Feat:(model) qwen image vae checkpoint by Pfannkuchensack · Pull Request #9108 · invoke-ai/InvokeAI

Pfannkuchensack · 2026-05-01T22:46:08Z

Summary

Adds standalone model support for Qwen Image so users no longer need the full ~40 GB Diffusers pipeline. A GGUF transformer can now be combined with a standalone VAE checkpoint, a standalone Qwen2.5-VL encoder (Diffusers folder or ComfyUI single-file fp8), and the Component Source (Diffusers) field becomes a fallback rather than a hard requirement. All standalone components are also exposed as installable starter models, so a fully working GGUF setup can be installed in one click.

Why: The Qwen Image PR (#9000) only allowed loading the VAE and text encoder from the full Diffusers pipeline. That meant ~40 GB on disk just to use a tiny VAE (~250 MB) plus the encoder (~16 GB), and re-downloading both for every model variant. The smallest fully-standalone setup with this PR drops to ~12 GB (GGUF transformer + ~250 MB VAE + ~7 GB ComfyUI fp8 encoder).

How:

Backend

VAE checkpoint: new VAE_Checkpoint_QwenImage_Config detects single-file Qwen Image VAEs via 5D conv weights + z_dim=16 and loads them via AutoencoderKLQwenImage (init_empty_weights + load_state_dict). The generic VAE checkpoint matcher now explicitly excludes Qwen Image VAEs so they aren't misclassified as FLUX.
Qwen2.5-VL encoder (Diffusers folder): new ModelType.QwenVLEncoder + ModelFormat.QwenVLEncoder with QwenVLEncoder_Diffusers_Config recognising directories that contain text_encoder/ (with Qwen2_5_VLForConditionalGeneration / Qwen2VLForConditionalGeneration) + tokenizer/. The new QwenVLEncoderLoader handles Tokenizer and TextEncoder submodel loading from the folder layout.
Qwen2.5-VL encoder (ComfyUI single-file): new QwenVLEncoder_Checkpoint_Config matches consolidated single-file checkpoints (e.g. qwen_2.5_vl_7b_fp8_scaled.safetensors) by detecting both LM keys (model.embed_tokens / model.layers.*) and visual tower keys (visual.patch_embed.* / visual.blocks.*). The new QwenVLEncoderCheckpointLoader loads the safetensors, dequantises ComfyUI fp8 weights via weight * weight_scale (with block-wise expansion, mirroring the Z-Image Qwen3 loader), strips comfy_quant / weight_scale / scaled_fp8 metadata, fetches the architecture config from Qwen/Qwen2.5-VL-7B-Instruct (offline-cache fallback), and instantiates Qwen2_5_VLForConditionalGeneration via init_empty_weights + assign load. Tokenizer comes from the same HF repo with offline fallback.
Text encoder invocation: qwen_image_text_encoder.py now branches on whether model_root is a file.
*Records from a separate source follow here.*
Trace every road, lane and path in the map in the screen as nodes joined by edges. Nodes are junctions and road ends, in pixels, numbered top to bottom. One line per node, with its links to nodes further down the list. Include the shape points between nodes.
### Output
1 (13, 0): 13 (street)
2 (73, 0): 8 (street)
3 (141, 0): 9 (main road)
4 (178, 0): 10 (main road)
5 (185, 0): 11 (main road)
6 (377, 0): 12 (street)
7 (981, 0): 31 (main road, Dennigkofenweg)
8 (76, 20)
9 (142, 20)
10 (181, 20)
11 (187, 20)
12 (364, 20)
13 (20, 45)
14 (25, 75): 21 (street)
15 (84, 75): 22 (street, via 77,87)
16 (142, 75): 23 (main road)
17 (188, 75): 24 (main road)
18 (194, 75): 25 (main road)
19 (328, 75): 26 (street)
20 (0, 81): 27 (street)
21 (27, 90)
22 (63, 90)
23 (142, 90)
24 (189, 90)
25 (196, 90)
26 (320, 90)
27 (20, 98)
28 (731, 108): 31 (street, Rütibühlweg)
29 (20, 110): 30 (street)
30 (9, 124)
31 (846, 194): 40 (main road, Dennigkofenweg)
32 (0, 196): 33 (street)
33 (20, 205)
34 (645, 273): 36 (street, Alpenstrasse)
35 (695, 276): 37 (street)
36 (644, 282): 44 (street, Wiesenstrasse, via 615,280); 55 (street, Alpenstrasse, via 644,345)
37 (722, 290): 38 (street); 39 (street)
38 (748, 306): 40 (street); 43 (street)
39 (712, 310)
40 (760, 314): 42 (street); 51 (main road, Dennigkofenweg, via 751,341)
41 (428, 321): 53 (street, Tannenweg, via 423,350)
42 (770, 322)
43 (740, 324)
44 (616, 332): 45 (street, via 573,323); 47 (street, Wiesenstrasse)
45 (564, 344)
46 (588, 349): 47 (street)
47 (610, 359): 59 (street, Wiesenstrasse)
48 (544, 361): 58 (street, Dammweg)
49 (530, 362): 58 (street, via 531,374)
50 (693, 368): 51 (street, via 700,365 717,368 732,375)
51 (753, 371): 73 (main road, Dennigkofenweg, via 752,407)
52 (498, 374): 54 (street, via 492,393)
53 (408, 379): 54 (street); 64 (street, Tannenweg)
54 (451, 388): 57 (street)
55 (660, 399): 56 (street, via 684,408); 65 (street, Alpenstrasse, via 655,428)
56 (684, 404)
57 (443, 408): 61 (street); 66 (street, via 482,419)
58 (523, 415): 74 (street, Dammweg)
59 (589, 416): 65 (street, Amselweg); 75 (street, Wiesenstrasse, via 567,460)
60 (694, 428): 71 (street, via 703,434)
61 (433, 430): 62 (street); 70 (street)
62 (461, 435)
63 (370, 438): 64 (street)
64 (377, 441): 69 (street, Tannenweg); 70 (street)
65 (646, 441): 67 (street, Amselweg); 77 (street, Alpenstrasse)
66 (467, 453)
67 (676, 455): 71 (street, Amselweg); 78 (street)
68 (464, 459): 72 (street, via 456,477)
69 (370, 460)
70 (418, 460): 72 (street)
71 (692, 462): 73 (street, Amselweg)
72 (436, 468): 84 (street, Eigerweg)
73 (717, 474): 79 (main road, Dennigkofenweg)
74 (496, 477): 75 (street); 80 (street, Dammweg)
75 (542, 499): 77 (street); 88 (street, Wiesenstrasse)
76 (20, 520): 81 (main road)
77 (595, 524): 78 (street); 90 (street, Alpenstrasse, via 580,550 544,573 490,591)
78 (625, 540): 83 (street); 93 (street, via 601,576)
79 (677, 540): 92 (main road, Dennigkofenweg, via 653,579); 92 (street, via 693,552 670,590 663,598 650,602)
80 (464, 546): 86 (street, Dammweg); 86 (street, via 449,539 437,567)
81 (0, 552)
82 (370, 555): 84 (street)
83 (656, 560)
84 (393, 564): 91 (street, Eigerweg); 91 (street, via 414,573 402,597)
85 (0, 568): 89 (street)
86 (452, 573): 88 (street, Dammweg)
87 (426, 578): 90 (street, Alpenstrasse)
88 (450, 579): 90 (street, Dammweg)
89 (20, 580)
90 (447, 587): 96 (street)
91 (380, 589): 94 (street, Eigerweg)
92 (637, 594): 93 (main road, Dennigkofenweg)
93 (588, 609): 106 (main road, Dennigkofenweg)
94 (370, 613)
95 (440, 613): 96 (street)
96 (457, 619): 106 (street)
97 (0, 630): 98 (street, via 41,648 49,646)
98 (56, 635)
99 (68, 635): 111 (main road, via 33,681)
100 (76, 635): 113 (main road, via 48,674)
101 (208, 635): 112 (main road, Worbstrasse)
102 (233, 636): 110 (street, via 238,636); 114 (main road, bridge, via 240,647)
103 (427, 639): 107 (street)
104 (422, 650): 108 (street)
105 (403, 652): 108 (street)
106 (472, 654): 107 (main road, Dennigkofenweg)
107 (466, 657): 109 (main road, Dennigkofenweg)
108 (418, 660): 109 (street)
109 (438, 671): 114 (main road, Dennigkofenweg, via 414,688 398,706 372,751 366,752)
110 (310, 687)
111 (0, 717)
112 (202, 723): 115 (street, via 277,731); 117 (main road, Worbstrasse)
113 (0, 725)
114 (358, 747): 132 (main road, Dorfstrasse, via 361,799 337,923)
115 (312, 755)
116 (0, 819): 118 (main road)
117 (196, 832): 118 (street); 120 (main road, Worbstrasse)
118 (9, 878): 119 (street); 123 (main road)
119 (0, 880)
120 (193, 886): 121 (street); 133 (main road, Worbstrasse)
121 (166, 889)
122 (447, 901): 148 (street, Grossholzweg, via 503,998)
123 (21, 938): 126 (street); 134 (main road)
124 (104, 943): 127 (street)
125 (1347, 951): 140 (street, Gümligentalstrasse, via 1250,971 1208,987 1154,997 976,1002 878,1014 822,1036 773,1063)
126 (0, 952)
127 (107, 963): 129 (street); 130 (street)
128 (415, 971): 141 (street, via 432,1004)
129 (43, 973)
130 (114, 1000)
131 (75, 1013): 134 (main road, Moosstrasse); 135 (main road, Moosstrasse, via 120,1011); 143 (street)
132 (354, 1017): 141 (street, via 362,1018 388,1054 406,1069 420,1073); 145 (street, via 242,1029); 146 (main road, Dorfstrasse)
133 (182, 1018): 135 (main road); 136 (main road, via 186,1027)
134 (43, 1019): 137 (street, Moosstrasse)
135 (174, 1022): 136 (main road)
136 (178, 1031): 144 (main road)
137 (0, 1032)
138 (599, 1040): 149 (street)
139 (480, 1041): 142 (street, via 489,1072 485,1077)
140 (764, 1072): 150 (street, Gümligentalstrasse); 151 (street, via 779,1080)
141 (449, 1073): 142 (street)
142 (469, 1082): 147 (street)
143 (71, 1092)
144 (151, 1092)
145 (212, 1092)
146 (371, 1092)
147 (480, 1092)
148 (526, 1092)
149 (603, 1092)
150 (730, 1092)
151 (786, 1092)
Single-file checkpoints get tokenizer + image processor from HuggingFace (Qwen/Qwen2.5-VL-7B-Instruct, ~10 MB, cached); the existing folder layout path is unchanged. BnB-quantised loading falls back to the cached encoder for single-file checkpoints since BnB can't load from a bare safetensors and the file is already FP8.
Loader invocation: QwenImageModelLoaderInvocation gains optional vae_model and qwen_vl_encoder_model fields. Resolution priority for each component: standalone override → main model (if Diffusers) → Component Source. Bumped to v1.2.0.
Starter models: three new starter entries — Qwen Image VAE (single-file checkpoint, ~250 MB), Qwen2.5-VL Encoder (fp8 scaled) (ComfyUI single-file, ~7 GB), and Qwen2.5-VL Encoder (Diffusers) (multi-folder HF download text_encoder+tokenizer+processor, ~16 GB). All 8 GGUF main starters (Q2_K / Q4_K_M / Q6_K / Q8_0 for both Edit and txt2img) declare the VAE + fp8 encoder as dependencies, so installing any of them auto-installs a complete generation-ready setup. The Qwen Image starter bundle gets the VAE and fp8 encoder prepended too.

Frontend

New params state, selectors and reducers for qwenImageVaeModel and qwenImageQwenVLEncoderModel, plus a migration entry.
Combobox UI added alongside the existing Component Source picker (single component now renders all three: VAE / Qwen2.5-VL Encoder / Component Source).
New useQwenImageVAEModels / useQwenVLEncoderModels hooks, isQwenImageVAEModelConfig / isQwenVLEncoderModelConfig type guards, and Model Manager category + format badge entries.
Graph builder passes the new fields to the loader node.
Readiness check for GGUF Qwen Image now allows either a standalone source or a Component Source for the VAE and encoder independently.
schema.ts patched manually for the new ModelType / ModelFormat values, the QwenVLEncoder_Diffusers_Config and QwenVLEncoder_Checkpoint_Config schemas, the new loader fields, and the AnyModelConfig union.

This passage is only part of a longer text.